#### Problem statement:
All of the data beneath this instruction is to be transcribed word for word.

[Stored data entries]
━━━━━━

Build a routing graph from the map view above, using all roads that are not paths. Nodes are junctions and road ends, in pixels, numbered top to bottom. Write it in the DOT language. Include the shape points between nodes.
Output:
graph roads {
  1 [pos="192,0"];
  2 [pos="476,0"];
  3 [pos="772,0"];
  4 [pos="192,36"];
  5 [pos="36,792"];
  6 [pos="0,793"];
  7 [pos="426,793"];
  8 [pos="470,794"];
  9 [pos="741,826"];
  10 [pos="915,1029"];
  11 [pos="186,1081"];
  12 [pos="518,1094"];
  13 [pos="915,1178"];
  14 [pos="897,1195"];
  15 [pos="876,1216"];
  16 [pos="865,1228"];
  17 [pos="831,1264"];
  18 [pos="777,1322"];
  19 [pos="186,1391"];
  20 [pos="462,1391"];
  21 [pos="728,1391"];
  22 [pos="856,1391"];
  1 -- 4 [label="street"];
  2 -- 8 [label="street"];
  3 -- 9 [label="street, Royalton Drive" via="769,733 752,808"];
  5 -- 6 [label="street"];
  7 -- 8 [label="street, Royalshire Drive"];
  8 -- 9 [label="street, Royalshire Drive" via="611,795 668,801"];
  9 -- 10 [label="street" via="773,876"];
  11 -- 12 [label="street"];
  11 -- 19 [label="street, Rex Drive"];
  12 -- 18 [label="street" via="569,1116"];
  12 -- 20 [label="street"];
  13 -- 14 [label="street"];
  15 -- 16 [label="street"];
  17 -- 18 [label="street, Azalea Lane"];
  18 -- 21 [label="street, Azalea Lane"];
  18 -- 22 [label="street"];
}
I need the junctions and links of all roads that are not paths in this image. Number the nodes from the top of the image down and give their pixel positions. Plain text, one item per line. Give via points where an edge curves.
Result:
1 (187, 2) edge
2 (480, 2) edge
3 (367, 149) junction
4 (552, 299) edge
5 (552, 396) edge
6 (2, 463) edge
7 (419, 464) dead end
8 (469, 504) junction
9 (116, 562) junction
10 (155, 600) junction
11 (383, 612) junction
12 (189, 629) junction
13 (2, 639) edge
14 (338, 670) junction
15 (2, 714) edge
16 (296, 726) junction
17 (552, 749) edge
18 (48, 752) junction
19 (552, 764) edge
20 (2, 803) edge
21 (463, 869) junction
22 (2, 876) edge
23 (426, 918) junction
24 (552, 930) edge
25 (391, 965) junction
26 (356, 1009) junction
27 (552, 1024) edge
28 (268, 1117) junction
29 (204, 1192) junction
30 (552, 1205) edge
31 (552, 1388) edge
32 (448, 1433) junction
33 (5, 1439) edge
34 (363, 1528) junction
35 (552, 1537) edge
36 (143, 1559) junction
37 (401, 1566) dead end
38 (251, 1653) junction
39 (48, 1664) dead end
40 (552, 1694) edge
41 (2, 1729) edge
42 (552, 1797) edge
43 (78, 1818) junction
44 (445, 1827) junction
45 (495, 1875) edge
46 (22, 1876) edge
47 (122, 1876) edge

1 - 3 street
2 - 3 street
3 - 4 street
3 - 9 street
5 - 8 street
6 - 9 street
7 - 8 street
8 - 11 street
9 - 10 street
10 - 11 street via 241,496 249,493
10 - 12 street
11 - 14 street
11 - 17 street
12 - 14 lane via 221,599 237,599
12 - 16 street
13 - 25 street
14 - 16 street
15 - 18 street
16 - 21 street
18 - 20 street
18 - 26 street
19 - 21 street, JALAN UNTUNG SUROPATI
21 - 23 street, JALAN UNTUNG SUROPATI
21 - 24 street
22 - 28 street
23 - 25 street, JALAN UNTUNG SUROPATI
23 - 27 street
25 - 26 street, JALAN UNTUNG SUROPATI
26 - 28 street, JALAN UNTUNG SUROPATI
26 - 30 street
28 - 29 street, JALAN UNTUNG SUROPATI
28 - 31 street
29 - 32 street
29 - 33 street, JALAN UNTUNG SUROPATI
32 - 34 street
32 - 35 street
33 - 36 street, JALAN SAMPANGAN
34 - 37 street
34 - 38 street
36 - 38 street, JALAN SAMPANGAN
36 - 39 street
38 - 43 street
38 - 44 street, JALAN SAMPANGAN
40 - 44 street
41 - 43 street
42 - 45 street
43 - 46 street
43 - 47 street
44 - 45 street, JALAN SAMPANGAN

━━━━━━

#### Completed task:
Build a routing graph from the map view above, using all roads that are not paths. Nodes are junctions and road ends, in pixels, numbered top to bottom. Write it in the DOT language. Include the shape points between nodes.
Output:
graph roads {
  1 [pos="192,0"];
  2 [pos="476,0"];
  3 [pos="772,0"];
  4 [pos="192,36"];
  5 [pos="36,792"];
  6 [pos="0,793"];
  7 [pos="426,793"];
  8 [pos="470,794"];
  9 [pos="741,826"];
  10 [pos="915,1029"];
  11 [pos="186,1081"];
  12 [pos="518,1094"];
  13 [pos="915,1178"];
  14 [pos="897,1195"];
  15 [pos="876,1216"];
  16 [pos="865,1228"];
  17 [pos="831,1264"];
  18 [pos="777,1322"];
  19 [pos="186,1391"];
  20 [pos="462,1391"];
  21 [pos="728,1391"];
  22 [pos="856,1391"];
  1 -- 4 [label="street"];
  2 -- 8 [label="street"];
  3 -- 9 [label="street, Royalton Drive" via="769,733 752,808"];
  5 -- 6 [label="street"];
  7 -- 8 [label="street, Royalshire Drive"];
  8 -- 9 [label="street, Royalshire Drive" via="611,795 668,801"];
  9 -- 10 [label="street" via="773,876"];
  11 -- 12 [label="street"];
  11 -- 19 [label="street, Rex Drive"];
  12 -- 18 [label="street" via="569,1116"];
  12 -- 20 [label="street"];
  13 -- 14 [label="street"];
  15 -- 16 [label="street"];
  17 -- 18 [label="street, Azalea Lane"];
  18 -- 21 [label="street, Azalea Lane"];
  18 -- 22 [label="street"];
}
I need the junctions and links of all roads that are not paths in this image. Number the nodes from the top of the image down and give their pixel positions. Plain text, one item per line. Give via points where an edge curves.
Result:
1 (187, 2) edge
2 (480, 2) edge
3 (367, 149) junction
4 (552, 299) edge
5 (552, 396) edge
6 (2, 463) edge
7 (419, 464) dead end
8 (469, 504) junction
9 (116, 562) junction
10 (155, 600) junction
11 (383, 612) junction
12 (189, 629) junction
13 (2, 639) edge
14 (338, 670) junction
15 (2, 714) edge
16 (296, 726) junction
17 (552, 749) edge
18 (48, 752) junction
19 (552, 764) edge
20 (2, 803) edge
21 (463, 869) junction
22 (2, 876) edge
23 (426, 918) junction
24 (552, 930) edge
25 (391, 965) junction
26 (356, 1009) junction
27 (552, 1024) edge
28 (268, 1117) junction
29 (204, 1192) junction
30 (552, 1205) edge
31 (552, 1388) edge
32 (448, 1433) junction
33 (5, 1439) edge
34 (363, 1528) junction
35 (552, 1537) edge
36 (143, 1559) junction
37 (401, 1566) dead end
38 (251, 1653) junction
39 (48, 1664) dead end
40 (552, 1694) edge
41 (2, 1729) edge
42 (552, 1797) edge
43 (78, 1818) junction
44 (445, 1827) junction
45 (495, 1875) edge
46 (22, 1876) edge
47 (122, 1876) edge

1 - 3 street
2 - 3 street
3 - 4 street
3 - 9 street
5 - 8 street
6 - 9 street
7 - 8 street
8 - 11 street
9 - 10 street
10 - 11 street via 241,496 249,493
10 - 12 street
11 - 14 street
11 - 17 street
12 - 14 lane via 221,599 237,599
12 - 16 street
13 - 25 street
14 - 16 street
15 - 18 street
16 - 21 street
18 - 20 street
18 - 26 street
19 - 21 street, JALAN UNTUNG SUROPATI
21 - 23 street, JALAN UNTUNG SUROPATI
21 - 24 street
22 - 28 street
23 - 25 street, JALAN UNTUNG SUROPATI
23 - 27 street
25 - 26 street, JALAN UNTUNG SUROPATI
26 - 28 street, JALAN UNTUNG SUROPATI
26 - 30 street
28 - 29 street, JALAN UNTUNG SUROPATI
28 - 31 street
29 - 32 street
29 - 33 street, JALAN UNTUNG SUROPATI
32 - 34 street
32 - 35 street
33 - 36 street, JALAN SAMPANGAN
34 - 37 street
34 - 38 street
36 - 38 street, JALAN SAMPANGAN
36 - 39 street
38 - 43 street
38 - 44 street, JALAN SAMPANGAN
40 - 44 street
41 - 43 street
42 - 45 street
43 - 46 street
43 - 47 street
44 - 45 street, JALAN SAMPANGAN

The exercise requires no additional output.